_Exercise goal_
Please return all lines in the listing holding the word "green".

_Excerpted data_
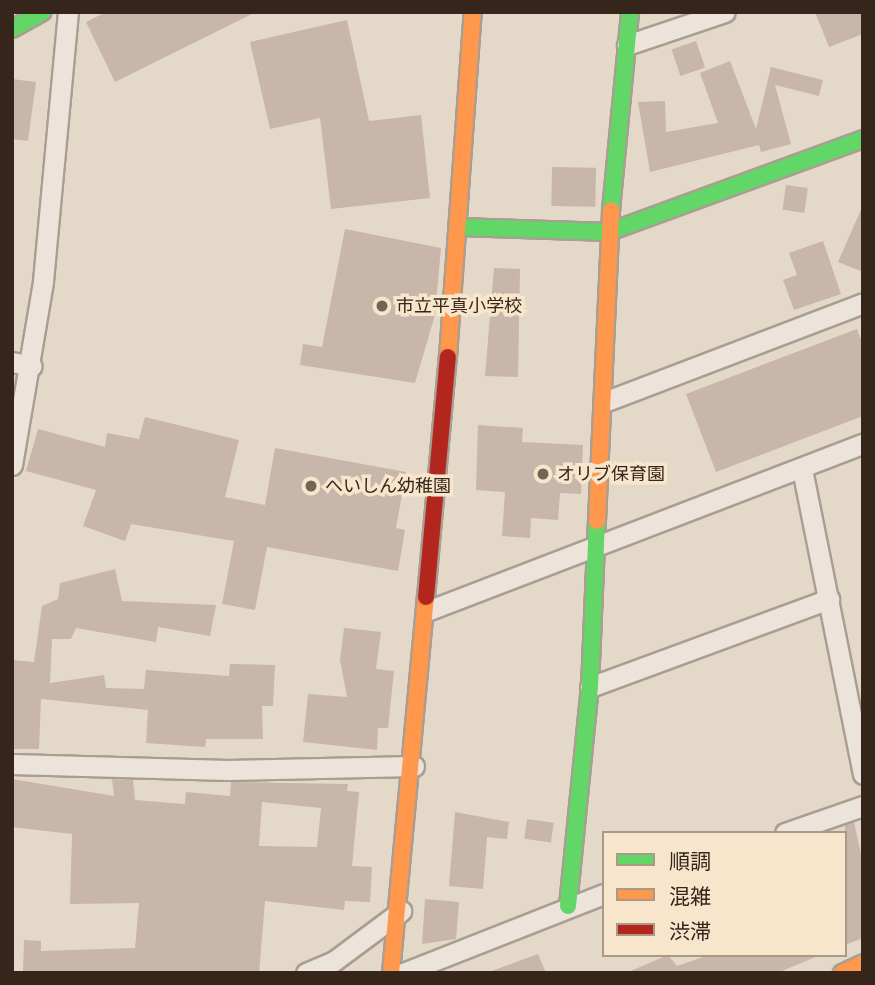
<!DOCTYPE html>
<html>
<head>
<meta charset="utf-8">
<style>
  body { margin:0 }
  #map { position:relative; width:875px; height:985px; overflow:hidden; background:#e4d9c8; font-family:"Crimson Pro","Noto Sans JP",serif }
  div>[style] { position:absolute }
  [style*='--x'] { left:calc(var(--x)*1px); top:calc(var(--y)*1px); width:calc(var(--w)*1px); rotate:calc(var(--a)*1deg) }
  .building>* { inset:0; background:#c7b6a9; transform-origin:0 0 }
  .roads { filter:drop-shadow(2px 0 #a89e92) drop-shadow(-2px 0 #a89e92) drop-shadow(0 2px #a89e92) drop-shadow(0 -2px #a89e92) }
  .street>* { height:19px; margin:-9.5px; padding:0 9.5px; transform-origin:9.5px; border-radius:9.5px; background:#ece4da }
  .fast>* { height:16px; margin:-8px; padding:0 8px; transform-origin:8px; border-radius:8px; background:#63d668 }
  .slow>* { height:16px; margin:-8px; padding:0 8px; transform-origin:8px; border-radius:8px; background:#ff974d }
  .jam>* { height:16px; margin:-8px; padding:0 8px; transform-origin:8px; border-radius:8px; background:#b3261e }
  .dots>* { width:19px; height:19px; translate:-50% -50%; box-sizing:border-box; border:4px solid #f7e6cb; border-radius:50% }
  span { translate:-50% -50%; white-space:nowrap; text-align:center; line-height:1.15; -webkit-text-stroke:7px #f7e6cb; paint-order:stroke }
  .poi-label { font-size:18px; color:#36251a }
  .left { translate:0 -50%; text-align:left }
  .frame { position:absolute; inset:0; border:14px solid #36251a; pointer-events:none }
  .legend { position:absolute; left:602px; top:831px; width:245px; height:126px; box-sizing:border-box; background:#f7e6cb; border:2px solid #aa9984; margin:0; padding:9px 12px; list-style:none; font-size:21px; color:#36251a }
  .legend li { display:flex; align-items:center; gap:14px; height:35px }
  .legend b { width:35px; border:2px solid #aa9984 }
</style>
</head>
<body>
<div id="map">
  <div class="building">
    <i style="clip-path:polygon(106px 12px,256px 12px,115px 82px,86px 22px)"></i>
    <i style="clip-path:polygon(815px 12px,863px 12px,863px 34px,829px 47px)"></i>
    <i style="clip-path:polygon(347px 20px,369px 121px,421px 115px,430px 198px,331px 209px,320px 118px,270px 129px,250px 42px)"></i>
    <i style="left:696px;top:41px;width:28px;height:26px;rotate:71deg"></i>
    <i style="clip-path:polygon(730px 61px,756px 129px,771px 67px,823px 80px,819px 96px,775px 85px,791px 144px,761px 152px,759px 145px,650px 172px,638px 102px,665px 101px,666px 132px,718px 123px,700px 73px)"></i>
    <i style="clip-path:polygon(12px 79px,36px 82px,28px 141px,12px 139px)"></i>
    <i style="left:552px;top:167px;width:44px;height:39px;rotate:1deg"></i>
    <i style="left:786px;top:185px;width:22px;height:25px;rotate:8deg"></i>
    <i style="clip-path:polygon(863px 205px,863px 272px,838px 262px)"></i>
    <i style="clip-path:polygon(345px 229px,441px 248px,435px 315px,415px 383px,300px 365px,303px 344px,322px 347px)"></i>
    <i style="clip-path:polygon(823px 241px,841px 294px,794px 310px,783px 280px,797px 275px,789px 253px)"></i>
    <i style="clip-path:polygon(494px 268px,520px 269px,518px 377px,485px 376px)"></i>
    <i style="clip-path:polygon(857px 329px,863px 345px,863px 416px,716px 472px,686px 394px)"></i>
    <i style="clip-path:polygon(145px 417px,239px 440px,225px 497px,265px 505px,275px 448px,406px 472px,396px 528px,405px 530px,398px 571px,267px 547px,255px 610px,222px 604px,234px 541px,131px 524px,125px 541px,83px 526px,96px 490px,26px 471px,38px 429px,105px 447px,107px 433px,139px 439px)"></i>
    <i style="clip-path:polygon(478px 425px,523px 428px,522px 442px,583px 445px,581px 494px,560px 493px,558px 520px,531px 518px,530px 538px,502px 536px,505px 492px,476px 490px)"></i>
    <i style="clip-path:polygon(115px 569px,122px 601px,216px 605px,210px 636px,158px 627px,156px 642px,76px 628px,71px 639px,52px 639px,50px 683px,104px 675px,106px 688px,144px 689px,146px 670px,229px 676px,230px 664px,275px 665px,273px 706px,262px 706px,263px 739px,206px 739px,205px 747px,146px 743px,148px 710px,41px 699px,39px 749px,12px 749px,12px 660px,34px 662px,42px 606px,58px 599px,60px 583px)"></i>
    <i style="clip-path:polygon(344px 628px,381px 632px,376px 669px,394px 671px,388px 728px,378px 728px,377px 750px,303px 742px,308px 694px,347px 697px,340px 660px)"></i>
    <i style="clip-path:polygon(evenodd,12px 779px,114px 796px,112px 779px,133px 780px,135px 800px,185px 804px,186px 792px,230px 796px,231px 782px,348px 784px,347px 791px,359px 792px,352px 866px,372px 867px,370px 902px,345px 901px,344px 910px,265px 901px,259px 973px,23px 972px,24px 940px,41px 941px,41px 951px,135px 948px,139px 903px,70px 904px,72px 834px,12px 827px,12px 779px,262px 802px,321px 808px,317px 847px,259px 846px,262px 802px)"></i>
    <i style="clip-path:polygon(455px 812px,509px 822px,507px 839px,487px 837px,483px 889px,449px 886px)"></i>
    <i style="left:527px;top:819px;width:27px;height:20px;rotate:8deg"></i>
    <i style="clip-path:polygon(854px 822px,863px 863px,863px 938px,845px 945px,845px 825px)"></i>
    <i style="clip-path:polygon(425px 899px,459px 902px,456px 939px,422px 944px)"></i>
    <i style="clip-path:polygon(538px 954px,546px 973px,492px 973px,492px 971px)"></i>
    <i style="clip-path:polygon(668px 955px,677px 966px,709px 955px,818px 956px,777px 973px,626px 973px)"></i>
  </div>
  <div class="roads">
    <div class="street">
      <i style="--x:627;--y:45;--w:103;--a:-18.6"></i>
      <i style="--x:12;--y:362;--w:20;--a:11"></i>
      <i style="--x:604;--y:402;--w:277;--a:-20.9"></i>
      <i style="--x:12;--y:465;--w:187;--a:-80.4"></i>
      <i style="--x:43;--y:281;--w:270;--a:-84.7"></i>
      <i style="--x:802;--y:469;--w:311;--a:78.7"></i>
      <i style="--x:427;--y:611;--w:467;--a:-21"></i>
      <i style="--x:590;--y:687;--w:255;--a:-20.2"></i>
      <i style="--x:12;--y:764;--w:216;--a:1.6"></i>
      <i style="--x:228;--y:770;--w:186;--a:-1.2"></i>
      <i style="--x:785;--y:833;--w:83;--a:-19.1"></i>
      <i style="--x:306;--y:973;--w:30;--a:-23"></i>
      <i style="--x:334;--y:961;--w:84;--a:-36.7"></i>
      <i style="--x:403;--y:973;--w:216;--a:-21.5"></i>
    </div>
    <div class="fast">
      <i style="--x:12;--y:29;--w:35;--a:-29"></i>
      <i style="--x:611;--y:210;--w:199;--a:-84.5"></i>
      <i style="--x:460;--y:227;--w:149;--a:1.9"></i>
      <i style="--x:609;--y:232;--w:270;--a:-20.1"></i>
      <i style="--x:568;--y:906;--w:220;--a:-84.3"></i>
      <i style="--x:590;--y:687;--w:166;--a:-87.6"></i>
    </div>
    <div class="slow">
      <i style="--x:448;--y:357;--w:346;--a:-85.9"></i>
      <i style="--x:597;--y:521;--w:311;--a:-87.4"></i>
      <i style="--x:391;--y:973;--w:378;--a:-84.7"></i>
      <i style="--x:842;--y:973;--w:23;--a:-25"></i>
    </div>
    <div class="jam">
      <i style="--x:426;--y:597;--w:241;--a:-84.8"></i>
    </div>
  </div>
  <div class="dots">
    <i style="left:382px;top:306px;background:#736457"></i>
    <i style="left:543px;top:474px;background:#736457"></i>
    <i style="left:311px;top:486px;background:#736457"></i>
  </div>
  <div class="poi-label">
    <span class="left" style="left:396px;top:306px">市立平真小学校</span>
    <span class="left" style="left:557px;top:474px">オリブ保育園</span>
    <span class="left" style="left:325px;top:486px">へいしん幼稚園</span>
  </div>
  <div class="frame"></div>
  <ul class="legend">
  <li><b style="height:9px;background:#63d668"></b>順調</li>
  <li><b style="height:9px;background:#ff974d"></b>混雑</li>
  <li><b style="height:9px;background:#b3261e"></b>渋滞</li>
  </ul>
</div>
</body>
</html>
...
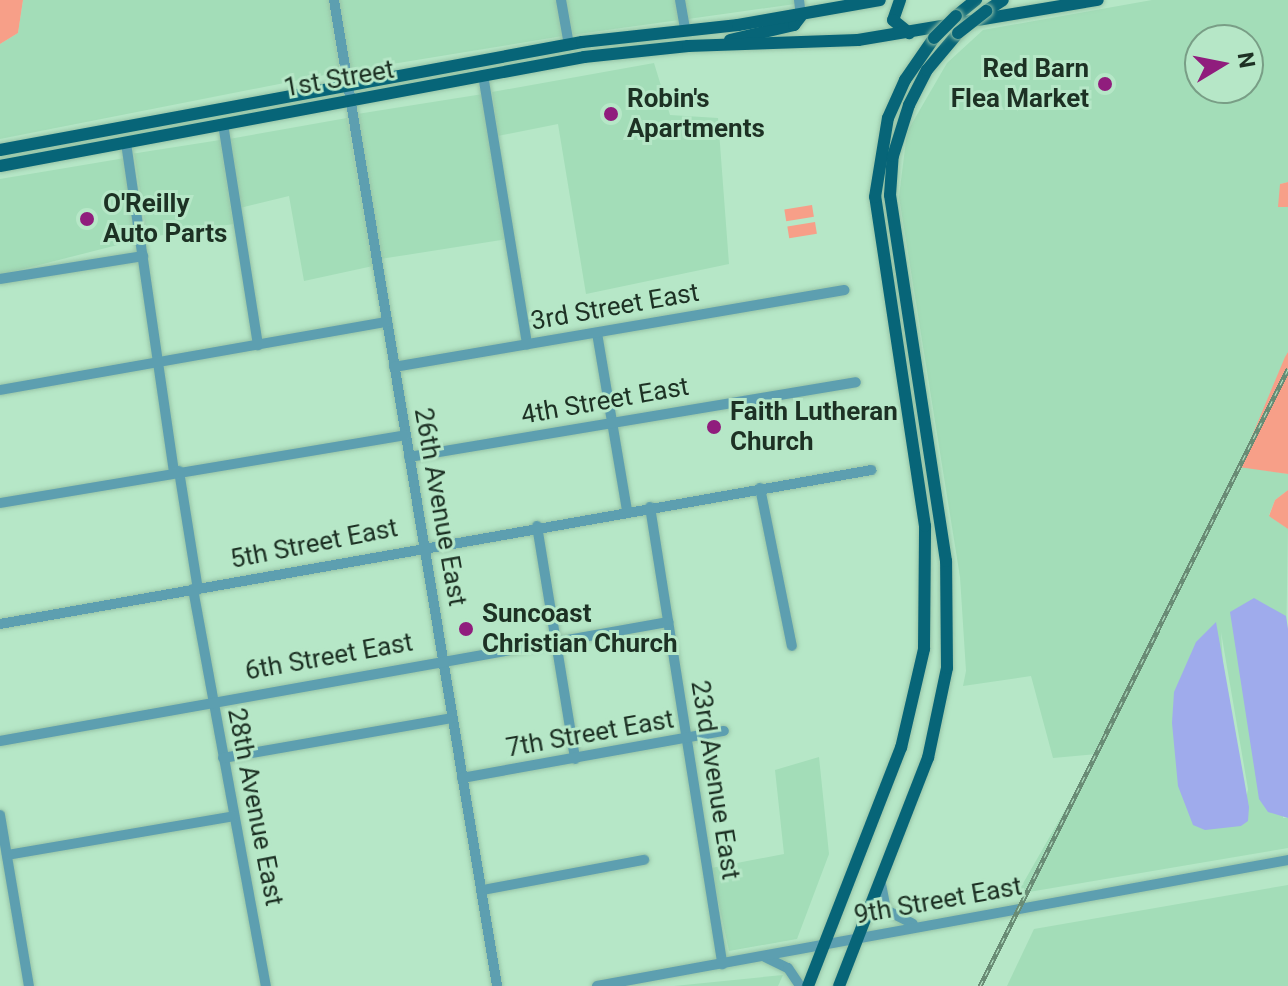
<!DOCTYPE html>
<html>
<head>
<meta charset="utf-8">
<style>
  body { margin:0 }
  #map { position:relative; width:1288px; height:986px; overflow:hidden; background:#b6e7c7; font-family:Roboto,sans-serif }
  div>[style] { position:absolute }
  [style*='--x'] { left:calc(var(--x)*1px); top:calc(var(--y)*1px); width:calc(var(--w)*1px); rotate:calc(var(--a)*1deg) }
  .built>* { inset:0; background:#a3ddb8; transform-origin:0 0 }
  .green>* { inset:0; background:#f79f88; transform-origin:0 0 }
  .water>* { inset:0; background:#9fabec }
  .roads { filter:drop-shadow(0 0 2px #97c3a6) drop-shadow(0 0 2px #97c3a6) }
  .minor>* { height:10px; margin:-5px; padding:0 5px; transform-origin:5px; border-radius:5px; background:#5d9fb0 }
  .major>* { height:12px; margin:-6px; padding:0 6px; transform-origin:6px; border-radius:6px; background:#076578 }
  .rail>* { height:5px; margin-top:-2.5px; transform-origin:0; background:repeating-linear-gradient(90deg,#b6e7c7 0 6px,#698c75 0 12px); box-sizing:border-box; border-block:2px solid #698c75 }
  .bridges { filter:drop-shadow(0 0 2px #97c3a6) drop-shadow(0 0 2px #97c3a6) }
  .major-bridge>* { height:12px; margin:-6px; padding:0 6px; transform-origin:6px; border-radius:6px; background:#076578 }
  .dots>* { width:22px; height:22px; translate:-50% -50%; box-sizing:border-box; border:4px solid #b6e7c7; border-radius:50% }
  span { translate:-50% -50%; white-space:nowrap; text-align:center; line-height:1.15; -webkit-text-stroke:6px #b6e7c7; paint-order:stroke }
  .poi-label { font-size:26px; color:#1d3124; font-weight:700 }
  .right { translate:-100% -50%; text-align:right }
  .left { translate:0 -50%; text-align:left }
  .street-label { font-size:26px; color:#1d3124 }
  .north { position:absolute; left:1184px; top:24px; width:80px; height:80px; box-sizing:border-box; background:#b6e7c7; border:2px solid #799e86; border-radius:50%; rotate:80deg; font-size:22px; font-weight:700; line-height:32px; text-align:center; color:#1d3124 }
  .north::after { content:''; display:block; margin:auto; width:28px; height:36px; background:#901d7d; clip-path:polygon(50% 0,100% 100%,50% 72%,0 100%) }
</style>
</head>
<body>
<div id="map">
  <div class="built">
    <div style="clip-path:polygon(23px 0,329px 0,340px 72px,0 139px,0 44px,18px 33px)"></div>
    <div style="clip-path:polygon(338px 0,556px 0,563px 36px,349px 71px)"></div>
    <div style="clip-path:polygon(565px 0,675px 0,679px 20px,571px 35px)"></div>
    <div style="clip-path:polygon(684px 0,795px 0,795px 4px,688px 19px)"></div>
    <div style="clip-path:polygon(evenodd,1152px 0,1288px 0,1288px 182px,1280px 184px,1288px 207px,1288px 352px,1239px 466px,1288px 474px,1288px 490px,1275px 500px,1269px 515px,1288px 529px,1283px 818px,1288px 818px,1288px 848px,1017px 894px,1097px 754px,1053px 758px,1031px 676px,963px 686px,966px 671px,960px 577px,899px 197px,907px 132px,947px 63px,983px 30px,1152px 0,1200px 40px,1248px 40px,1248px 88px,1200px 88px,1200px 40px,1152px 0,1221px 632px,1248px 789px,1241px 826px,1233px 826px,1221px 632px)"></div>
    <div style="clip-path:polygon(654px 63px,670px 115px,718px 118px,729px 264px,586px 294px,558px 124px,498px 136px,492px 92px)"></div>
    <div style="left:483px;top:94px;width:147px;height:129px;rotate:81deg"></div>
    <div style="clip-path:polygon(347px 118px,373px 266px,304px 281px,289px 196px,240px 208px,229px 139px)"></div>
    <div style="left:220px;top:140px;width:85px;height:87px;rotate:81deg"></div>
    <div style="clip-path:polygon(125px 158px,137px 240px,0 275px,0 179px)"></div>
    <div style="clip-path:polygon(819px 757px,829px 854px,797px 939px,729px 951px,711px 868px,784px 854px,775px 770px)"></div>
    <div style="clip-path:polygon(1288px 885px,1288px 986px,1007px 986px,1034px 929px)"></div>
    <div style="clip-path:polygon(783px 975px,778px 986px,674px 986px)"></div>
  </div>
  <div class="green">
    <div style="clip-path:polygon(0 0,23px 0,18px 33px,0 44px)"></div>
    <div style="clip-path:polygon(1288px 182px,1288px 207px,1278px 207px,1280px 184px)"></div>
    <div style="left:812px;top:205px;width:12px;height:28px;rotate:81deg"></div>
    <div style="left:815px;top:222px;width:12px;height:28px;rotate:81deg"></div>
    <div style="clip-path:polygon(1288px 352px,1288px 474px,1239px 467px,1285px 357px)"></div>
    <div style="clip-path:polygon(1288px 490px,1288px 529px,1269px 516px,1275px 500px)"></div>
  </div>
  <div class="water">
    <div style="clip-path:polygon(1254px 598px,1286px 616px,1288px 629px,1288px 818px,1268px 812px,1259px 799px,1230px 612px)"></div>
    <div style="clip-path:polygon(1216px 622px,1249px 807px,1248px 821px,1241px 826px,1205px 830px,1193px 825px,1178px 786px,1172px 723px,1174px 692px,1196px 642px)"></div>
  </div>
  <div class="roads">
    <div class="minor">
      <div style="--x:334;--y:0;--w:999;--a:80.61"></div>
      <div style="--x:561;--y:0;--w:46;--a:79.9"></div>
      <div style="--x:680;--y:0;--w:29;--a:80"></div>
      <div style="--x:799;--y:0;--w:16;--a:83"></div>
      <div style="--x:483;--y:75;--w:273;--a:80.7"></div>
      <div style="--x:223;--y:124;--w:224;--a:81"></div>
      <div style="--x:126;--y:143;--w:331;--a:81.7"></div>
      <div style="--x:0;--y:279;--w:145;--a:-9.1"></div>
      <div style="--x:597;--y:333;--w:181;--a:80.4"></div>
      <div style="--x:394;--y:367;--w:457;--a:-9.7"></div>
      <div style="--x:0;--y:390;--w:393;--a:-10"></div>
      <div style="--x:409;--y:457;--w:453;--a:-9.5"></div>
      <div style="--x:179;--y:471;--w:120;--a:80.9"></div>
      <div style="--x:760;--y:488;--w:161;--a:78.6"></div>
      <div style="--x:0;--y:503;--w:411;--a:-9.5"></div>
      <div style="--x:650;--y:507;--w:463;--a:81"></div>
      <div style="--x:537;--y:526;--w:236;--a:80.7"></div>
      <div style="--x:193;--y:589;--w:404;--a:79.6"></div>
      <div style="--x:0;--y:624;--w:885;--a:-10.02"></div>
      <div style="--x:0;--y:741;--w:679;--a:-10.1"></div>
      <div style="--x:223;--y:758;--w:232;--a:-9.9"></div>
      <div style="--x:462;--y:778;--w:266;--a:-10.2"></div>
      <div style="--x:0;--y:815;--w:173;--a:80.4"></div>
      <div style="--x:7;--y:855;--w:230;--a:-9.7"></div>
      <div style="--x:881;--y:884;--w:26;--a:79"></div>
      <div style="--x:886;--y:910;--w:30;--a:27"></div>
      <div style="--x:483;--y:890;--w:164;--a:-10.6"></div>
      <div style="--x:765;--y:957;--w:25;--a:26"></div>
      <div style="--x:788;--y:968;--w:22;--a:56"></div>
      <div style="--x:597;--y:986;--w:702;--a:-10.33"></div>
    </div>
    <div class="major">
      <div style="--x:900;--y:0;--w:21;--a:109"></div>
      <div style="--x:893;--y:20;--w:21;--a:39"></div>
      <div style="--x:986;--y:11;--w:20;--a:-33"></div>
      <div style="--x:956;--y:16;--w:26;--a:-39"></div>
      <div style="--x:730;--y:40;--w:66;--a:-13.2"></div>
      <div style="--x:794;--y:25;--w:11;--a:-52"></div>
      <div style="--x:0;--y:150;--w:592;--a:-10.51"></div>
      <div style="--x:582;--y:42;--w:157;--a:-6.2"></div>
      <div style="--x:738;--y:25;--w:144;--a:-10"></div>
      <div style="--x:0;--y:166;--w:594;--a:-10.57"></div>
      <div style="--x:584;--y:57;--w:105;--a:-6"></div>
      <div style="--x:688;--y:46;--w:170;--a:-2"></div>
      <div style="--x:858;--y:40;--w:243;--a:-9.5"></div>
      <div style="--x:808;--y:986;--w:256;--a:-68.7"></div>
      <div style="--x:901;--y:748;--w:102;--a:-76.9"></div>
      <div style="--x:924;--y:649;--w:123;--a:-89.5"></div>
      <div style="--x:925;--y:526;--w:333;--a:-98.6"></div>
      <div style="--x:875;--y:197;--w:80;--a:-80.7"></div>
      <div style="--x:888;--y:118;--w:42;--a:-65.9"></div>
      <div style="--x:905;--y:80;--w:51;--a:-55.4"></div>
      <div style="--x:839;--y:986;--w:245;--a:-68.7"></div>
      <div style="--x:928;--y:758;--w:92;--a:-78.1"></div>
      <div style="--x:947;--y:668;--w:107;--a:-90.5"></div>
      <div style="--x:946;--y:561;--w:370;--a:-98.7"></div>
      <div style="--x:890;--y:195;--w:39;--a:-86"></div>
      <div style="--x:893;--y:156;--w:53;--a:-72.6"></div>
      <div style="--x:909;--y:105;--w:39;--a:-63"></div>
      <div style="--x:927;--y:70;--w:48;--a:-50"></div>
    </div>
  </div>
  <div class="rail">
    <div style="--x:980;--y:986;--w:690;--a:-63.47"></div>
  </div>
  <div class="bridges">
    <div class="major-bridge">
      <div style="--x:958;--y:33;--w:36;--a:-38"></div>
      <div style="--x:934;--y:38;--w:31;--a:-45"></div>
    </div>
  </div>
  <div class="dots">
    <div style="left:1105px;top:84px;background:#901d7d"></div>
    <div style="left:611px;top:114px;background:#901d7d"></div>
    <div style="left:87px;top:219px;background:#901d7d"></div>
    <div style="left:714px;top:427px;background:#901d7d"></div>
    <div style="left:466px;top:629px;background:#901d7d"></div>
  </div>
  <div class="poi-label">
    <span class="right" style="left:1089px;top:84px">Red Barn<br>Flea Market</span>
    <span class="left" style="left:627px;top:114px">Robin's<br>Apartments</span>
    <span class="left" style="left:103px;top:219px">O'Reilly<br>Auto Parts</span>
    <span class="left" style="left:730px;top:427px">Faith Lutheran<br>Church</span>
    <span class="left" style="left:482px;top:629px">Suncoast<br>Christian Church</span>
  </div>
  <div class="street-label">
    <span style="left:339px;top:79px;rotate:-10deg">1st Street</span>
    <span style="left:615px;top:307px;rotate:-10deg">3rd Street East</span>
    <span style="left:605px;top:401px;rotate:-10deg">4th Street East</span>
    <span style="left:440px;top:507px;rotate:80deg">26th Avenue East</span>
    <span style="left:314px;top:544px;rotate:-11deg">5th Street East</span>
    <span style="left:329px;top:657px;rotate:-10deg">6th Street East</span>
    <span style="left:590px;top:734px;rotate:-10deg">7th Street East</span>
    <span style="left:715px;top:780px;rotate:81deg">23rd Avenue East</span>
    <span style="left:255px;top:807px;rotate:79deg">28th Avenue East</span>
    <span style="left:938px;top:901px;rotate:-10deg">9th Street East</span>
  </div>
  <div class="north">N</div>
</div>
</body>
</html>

_Completed exercise_
  .green>* { inset:0; background:#f79f88; transform-origin:0 0 }
  <div class="green">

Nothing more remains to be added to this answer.